Zahlungen jetzt auch monatlich

Die bisherige Listenhunde-Regelung der Gemeinde ist damit aufgehoben. Wer in der Großgemeinde Scharbeutz einen American Pitbull Terrier, American Staffordshire Terrier, Bullterrier oder Staffordshire Bullterrier hält, muss somit nicht mehr – wie in der bisherigen Verordnung festgeschrieben – grundsätzlich jährlich 600 Euro pro Hund zahlen.

Neu ist auch, dass die Hundesteuer von sofort an monatlich und nicht mehr vierteljährlich berechnet wird. Das sei vor allem dann von Vorteil, wenn Hundehalter ihren Wohnort wechselten, heißt es seitens der Gemeinde.

An der Höhe der Hundesteuer selbst hat sich kaum etwas geändert. Die jährlich zu entrichtende Summe für den ersten Hund wurde einzig aus dem Grund von 100 auf 102 Euro angehoben, damit der Betrag künftig durch die zwölf Kalendermonate teilbar ist. Für den Zweithund müssen Hundehalter unverändert 132 Euro jährlich bezahlen. Für Hunde, die als gefährlich eingestuft wurden, müssen 600 Euro pro Jahr gezahlt werden.
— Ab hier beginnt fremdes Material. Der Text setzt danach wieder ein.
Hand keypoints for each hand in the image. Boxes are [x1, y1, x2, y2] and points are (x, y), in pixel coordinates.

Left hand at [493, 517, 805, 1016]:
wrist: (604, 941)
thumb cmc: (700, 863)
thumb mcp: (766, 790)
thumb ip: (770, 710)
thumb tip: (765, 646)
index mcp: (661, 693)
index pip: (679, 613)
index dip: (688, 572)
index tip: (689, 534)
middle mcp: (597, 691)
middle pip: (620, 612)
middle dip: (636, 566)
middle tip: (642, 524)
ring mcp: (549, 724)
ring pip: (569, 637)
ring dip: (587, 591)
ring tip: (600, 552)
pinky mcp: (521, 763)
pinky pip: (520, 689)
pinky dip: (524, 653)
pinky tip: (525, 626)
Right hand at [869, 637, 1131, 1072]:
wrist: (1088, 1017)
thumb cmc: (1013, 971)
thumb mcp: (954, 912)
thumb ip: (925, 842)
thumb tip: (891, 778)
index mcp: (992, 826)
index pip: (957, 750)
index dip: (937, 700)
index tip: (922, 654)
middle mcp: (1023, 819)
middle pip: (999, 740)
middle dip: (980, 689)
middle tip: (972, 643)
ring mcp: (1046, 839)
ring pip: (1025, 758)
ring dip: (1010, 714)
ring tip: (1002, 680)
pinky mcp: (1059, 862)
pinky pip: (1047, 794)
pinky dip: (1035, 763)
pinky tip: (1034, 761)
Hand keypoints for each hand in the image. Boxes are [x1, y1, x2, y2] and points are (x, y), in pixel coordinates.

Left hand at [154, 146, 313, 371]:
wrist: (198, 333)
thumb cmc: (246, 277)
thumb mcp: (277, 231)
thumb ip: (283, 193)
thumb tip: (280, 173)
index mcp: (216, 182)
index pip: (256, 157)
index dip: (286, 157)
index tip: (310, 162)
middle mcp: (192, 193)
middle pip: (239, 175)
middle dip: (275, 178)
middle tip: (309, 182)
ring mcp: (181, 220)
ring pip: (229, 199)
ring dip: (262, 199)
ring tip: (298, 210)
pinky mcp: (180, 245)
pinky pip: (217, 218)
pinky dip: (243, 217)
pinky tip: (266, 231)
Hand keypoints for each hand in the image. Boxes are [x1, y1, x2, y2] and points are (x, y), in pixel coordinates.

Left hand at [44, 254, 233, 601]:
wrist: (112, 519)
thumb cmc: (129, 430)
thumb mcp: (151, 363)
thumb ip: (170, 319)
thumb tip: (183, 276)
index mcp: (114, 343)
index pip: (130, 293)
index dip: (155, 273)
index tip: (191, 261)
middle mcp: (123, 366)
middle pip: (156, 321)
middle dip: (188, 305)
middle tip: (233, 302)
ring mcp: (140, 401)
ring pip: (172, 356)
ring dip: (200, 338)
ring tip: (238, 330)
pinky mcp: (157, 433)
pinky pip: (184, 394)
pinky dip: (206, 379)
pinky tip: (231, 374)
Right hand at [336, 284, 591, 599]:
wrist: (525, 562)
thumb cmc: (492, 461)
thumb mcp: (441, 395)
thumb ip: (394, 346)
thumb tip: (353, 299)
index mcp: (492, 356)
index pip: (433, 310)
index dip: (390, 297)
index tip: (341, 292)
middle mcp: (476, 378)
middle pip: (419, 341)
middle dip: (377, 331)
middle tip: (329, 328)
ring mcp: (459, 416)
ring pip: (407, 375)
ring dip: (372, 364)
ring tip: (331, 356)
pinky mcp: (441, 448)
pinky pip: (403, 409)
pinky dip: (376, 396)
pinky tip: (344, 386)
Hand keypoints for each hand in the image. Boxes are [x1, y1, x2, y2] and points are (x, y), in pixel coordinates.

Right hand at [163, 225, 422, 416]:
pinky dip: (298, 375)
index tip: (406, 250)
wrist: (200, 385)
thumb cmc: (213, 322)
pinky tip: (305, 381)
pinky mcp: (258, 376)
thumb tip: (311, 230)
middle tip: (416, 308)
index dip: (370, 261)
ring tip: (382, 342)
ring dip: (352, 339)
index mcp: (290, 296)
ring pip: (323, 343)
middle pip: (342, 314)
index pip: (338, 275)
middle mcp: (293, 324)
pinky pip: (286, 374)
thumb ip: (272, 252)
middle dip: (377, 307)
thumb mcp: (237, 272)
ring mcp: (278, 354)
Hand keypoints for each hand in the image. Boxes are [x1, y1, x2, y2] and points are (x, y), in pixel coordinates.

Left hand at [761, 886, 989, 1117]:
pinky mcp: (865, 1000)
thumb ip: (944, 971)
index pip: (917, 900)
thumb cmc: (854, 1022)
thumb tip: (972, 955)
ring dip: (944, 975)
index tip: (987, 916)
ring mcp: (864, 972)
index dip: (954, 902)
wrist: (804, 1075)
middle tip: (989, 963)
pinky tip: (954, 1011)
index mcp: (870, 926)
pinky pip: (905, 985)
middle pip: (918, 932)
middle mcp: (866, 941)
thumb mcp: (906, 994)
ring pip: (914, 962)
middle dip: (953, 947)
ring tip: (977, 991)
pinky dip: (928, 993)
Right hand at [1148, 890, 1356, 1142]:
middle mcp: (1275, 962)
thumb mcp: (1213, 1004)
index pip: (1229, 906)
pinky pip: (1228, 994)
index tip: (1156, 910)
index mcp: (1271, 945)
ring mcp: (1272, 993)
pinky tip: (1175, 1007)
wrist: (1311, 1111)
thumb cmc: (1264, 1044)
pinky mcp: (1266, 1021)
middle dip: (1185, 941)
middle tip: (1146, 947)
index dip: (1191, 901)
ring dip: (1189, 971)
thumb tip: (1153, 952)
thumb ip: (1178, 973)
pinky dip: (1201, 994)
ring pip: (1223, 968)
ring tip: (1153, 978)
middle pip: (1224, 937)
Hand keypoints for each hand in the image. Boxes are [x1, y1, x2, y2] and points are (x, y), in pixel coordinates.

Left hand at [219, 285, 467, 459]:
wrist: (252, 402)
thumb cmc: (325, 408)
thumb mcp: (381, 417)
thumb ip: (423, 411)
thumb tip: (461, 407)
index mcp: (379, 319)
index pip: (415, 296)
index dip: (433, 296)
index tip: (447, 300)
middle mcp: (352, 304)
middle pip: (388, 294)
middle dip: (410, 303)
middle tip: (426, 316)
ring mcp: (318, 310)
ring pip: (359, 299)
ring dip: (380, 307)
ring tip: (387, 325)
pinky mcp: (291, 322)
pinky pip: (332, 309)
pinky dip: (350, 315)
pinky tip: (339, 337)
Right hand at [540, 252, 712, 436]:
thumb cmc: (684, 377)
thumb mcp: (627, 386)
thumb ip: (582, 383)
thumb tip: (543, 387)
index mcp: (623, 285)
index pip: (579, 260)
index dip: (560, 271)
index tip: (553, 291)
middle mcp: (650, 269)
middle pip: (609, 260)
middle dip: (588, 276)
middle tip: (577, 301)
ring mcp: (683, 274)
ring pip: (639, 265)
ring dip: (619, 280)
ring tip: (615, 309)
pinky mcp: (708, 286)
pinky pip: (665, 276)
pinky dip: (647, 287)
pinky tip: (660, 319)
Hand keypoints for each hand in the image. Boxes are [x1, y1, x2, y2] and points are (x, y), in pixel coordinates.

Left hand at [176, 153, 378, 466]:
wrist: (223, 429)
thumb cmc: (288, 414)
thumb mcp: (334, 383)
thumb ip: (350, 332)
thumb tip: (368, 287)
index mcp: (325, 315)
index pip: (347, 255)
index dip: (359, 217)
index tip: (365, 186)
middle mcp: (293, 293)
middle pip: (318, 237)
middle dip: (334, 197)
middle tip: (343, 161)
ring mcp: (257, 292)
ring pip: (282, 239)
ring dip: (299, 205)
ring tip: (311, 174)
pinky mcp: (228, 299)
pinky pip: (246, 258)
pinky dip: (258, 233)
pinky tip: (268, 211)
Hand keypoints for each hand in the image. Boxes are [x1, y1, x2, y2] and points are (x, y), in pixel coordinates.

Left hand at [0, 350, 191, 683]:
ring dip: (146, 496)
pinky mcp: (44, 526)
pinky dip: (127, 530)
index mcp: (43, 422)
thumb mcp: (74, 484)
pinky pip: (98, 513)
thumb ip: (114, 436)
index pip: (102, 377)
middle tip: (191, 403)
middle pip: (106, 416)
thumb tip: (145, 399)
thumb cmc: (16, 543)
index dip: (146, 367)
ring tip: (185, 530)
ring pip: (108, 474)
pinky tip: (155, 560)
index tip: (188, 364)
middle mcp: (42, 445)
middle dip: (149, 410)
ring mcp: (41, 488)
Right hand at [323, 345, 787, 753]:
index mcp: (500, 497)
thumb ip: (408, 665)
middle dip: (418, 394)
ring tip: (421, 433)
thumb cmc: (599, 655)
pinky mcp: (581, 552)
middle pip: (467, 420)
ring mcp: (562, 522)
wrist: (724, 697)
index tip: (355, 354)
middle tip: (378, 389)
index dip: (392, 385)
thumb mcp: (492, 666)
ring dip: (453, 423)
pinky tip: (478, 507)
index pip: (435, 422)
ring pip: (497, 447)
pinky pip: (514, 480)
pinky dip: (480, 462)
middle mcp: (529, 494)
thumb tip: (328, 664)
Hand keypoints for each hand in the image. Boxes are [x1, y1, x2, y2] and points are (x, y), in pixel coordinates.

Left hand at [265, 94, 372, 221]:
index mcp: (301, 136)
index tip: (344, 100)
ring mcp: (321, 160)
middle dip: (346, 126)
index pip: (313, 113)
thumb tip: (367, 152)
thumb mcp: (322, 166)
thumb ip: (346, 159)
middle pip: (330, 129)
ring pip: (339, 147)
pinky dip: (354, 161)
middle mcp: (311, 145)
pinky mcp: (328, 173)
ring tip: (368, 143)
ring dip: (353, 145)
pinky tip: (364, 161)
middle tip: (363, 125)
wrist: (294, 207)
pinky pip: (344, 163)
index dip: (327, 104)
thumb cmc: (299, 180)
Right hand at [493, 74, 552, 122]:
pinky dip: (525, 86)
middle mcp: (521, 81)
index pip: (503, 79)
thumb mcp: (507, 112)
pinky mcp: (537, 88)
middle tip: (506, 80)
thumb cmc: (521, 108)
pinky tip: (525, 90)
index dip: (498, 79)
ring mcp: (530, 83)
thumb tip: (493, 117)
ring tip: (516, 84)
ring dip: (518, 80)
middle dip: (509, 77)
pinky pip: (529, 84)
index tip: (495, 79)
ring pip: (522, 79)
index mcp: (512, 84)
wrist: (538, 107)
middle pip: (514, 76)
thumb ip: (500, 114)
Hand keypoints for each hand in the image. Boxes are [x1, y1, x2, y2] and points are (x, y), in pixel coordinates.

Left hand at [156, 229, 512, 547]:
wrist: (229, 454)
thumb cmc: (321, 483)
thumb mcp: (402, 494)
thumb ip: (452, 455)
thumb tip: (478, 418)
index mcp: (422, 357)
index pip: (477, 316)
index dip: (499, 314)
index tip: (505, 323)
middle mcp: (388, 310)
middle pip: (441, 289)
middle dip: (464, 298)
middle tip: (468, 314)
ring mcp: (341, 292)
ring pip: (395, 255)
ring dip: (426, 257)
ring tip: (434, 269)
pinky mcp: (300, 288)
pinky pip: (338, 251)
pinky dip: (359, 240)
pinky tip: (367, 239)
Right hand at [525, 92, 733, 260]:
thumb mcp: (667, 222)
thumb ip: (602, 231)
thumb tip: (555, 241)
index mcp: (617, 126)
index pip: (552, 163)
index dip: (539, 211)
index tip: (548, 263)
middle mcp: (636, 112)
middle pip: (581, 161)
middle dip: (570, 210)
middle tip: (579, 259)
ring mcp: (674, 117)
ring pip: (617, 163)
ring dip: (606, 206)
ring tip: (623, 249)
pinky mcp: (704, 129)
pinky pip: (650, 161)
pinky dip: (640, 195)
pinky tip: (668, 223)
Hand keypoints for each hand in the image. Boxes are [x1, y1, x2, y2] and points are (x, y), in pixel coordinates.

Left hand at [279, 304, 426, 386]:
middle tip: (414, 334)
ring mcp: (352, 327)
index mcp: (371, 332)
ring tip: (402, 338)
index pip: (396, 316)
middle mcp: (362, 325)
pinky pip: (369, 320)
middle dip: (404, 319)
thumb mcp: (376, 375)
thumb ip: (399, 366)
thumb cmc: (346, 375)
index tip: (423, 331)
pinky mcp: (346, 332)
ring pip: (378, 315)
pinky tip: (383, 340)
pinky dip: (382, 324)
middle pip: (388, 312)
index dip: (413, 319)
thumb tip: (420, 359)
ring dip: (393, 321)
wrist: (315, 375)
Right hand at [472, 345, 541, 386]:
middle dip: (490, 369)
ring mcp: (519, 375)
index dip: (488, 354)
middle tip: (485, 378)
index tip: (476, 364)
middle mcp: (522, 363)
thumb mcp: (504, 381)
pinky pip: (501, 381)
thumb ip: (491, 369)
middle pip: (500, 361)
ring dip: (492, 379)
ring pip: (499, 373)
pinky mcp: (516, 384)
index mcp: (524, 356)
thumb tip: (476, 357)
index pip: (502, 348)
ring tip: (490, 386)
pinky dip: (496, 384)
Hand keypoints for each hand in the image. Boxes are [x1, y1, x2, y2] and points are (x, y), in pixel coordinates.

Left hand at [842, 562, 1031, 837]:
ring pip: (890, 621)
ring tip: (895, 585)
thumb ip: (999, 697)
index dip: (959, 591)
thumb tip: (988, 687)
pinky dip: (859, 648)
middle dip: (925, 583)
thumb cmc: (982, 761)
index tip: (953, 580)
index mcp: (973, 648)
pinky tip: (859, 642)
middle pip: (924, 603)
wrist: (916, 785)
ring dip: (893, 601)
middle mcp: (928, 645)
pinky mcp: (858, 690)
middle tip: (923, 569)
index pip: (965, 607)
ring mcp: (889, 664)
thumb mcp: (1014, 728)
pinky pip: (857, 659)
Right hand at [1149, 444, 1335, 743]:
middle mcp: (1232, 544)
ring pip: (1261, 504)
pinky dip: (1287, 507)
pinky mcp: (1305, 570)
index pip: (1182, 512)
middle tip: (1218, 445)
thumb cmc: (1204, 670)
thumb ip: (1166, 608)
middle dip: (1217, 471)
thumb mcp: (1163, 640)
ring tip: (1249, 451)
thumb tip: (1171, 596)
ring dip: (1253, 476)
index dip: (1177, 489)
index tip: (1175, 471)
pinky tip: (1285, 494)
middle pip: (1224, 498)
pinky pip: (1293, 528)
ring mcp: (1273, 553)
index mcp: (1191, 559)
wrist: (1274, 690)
Genauer definiert wurde zudem die Frist, von der an ein Hund bei der Gemeinde anzumelden ist. Danach muss Hundesteuer bezahlt werden, wenn ein Hund über einen Monat in einem Haushalt aufgenommen wird. Etwas anderes gilt, wenn nachgewiesen werden kann, dass bereits in einer anderen Gemeinde in Deutschland Hundesteuer für das Tier entrichtet wird, oder der Vierbeiner von der Steuer befreit ist.